### [EXERCISE BRIEF]
I would like the records restated word for word, without the pictures.

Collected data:

◆ ◆ ◆ ◆ ◆ ◆ ◆

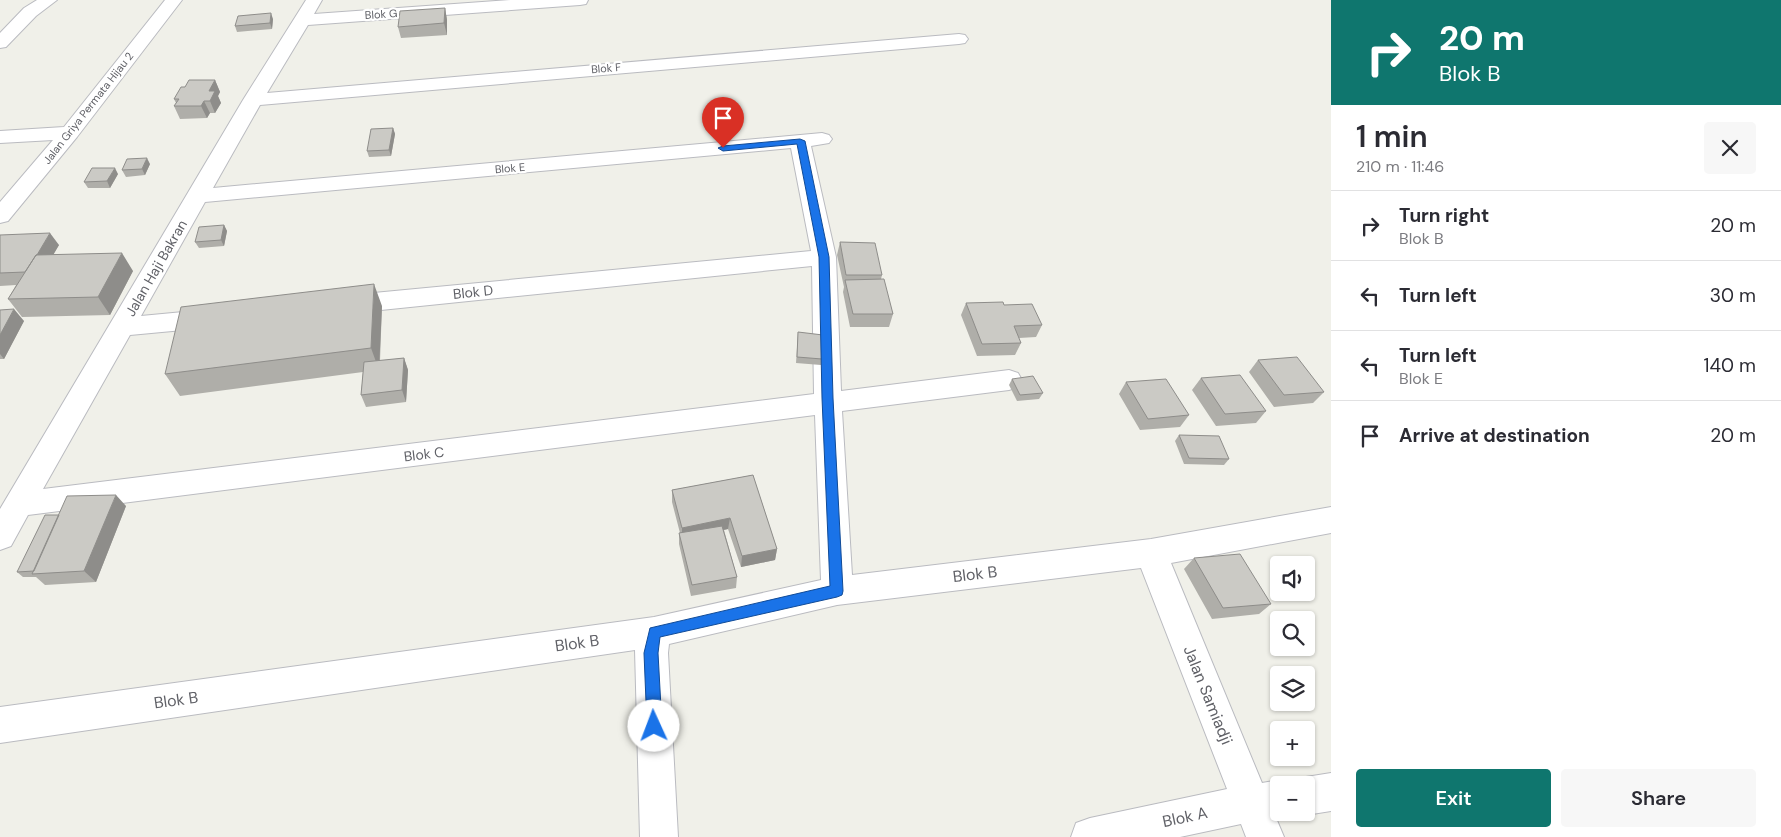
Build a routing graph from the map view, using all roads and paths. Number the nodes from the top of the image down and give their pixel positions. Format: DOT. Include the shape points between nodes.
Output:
graph roads {
  1 [pos="48,0"];
  2 [pos="174,0"];
  3 [pos="314,0"];
  4 [pos="580,0"];
  5 [pos="30,12"];
  6 [pos="0,16"];
  7 [pos="301,20"];
  8 [pos="959,39"];
  9 [pos="0,43"];
  10 [pos="253,100"];
  11 [pos="70,133"];
  12 [pos="0,137"];
  13 [pos="197,196"];
  14 [pos="0,216"];
  15 [pos="824,257"];
  16 [pos="320,307"];
  17 [pos="240,315"];
  18 [pos="122,327"];
  19 [pos="1009,380"];
  20 [pos="828,404"];
  21 [pos="20,504"];
  22 [pos="1331,520"];
  23 [pos="0,537"];
  24 [pos="1151,553"];
  25 [pos="837,591"];
  26 [pos="654,632"];
  27 [pos="0,725"];
  28 [pos="1331,792"];
  29 [pos="1315,795"];
  30 [pos="1265,801"];
  31 [pos="659,837"];
  32 [pos="1090,837"];
  33 [pos="1265,837"];
  1 -- 5 [label="street"];
  2 -- 11 [label="street, Jalan Griya Permata Hijau 2"];
  3 -- 7 [label="street, Jalan Haji Bakran"];
  4 -- 7 [label="street, Blok G"];
  5 -- 6 [label="street"];
  5 -- 9 [label="street"];
  7 -- 10 [label="street, Jalan Haji Bakran"];
  8 -- 10 [label="street, Blok F"];
  10 -- 13 [label="street, Jalan Haji Bakran"];
  11 -- 12 [label="street"];
  11 -- 14 [label="street, Jalan Griya Permata Hijau 2"];
  13 -- 15 [label="street, Blok E" via="811,140"];
  13 -- 18 [label="street, Jalan Haji Bakran"];
  15 -- 16 [label="street, Blok D"];
  15 -- 20 [label="street"];
  17 -- 18 [label="street"];
  18 -- 21 [label="street, Jalan Haji Bakran"];
  19 -- 20 [label="street, Blok C"];
  20 -- 21 [label="street, Blok C"];
  20 -- 25 [label="street"];
  21 -- 23 [label="street, Jalan Haji Bakran"];
  22 -- 24 [label="street, Blok B"];
  24 -- 25 [label="street, Blok B"];
  24 -- 30 [label="street, Jalan Samiadji"];
  25 -- 26 [label="street, Blok B"];
  26 -- 27 [label="street, Blok B"];
  26 -- 31 [label="street" via="651,653"];
  28 -- 29 [label="street"];
  30 -- 32 [label="street, Blok A"];
  30 -- 33 [label="street, Jalan Samiadji"];
}
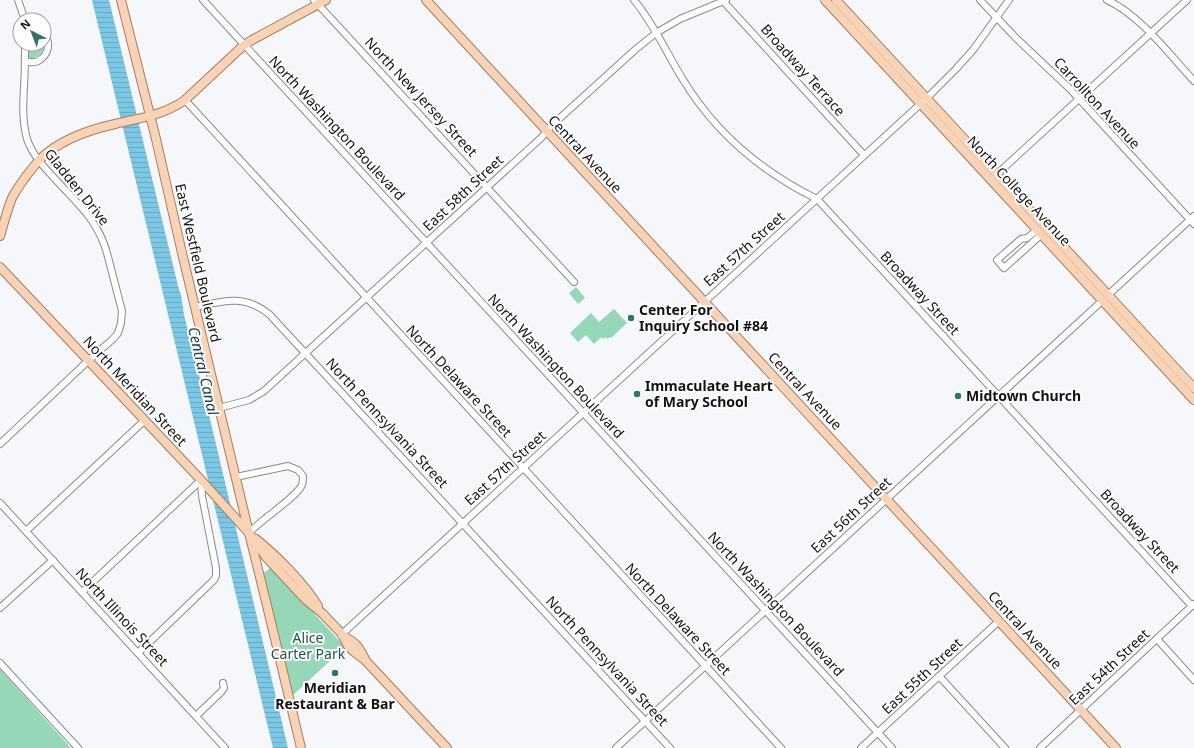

◆ ◆ ◆ ◆ ◆ ◆ ◆

### [EXERCISE RESPONSE]
Build a routing graph from the map view, using all roads and paths. Number the nodes from the top of the image down and give their pixel positions. Format: DOT. Include the shape points between nodes.
Output:
graph roads {
  1 [pos="48,0"];
  2 [pos="174,0"];
  3 [pos="314,0"];
  4 [pos="580,0"];
  5 [pos="30,12"];
  6 [pos="0,16"];
  7 [pos="301,20"];
  8 [pos="959,39"];
  9 [pos="0,43"];
  10 [pos="253,100"];
  11 [pos="70,133"];
  12 [pos="0,137"];
  13 [pos="197,196"];
  14 [pos="0,216"];
  15 [pos="824,257"];
  16 [pos="320,307"];
  17 [pos="240,315"];
  18 [pos="122,327"];
  19 [pos="1009,380"];
  20 [pos="828,404"];
  21 [pos="20,504"];
  22 [pos="1331,520"];
  23 [pos="0,537"];
  24 [pos="1151,553"];
  25 [pos="837,591"];
  26 [pos="654,632"];
  27 [pos="0,725"];
  28 [pos="1331,792"];
  29 [pos="1315,795"];
  30 [pos="1265,801"];
  31 [pos="659,837"];
  32 [pos="1090,837"];
  33 [pos="1265,837"];
  1 -- 5 [label="street"];
  2 -- 11 [label="street, Jalan Griya Permata Hijau 2"];
  3 -- 7 [label="street, Jalan Haji Bakran"];
  4 -- 7 [label="street, Blok G"];
  5 -- 6 [label="street"];
  5 -- 9 [label="street"];
  7 -- 10 [label="street, Jalan Haji Bakran"];
  8 -- 10 [label="street, Blok F"];
  10 -- 13 [label="street, Jalan Haji Bakran"];
  11 -- 12 [label="street"];
  11 -- 14 [label="street, Jalan Griya Permata Hijau 2"];
  13 -- 15 [label="street, Blok E" via="811,140"];
  13 -- 18 [label="street, Jalan Haji Bakran"];
  15 -- 16 [label="street, Blok D"];
  15 -- 20 [label="street"];
  17 -- 18 [label="street"];
  18 -- 21 [label="street, Jalan Haji Bakran"];
  19 -- 20 [label="street, Blok C"];
  20 -- 21 [label="street, Blok C"];
  20 -- 25 [label="street"];
  21 -- 23 [label="street, Jalan Haji Bakran"];
  22 -- 24 [label="street, Blok B"];
  24 -- 25 [label="street, Blok B"];
  24 -- 30 [label="street, Jalan Samiadji"];
  25 -- 26 [label="street, Blok B"];
  26 -- 27 [label="street, Blok B"];
  26 -- 31 [label="street" via="651,653"];
  28 -- 29 [label="street"];
  30 -- 32 [label="street, Blok A"];
  30 -- 33 [label="street, Jalan Samiadji"];
}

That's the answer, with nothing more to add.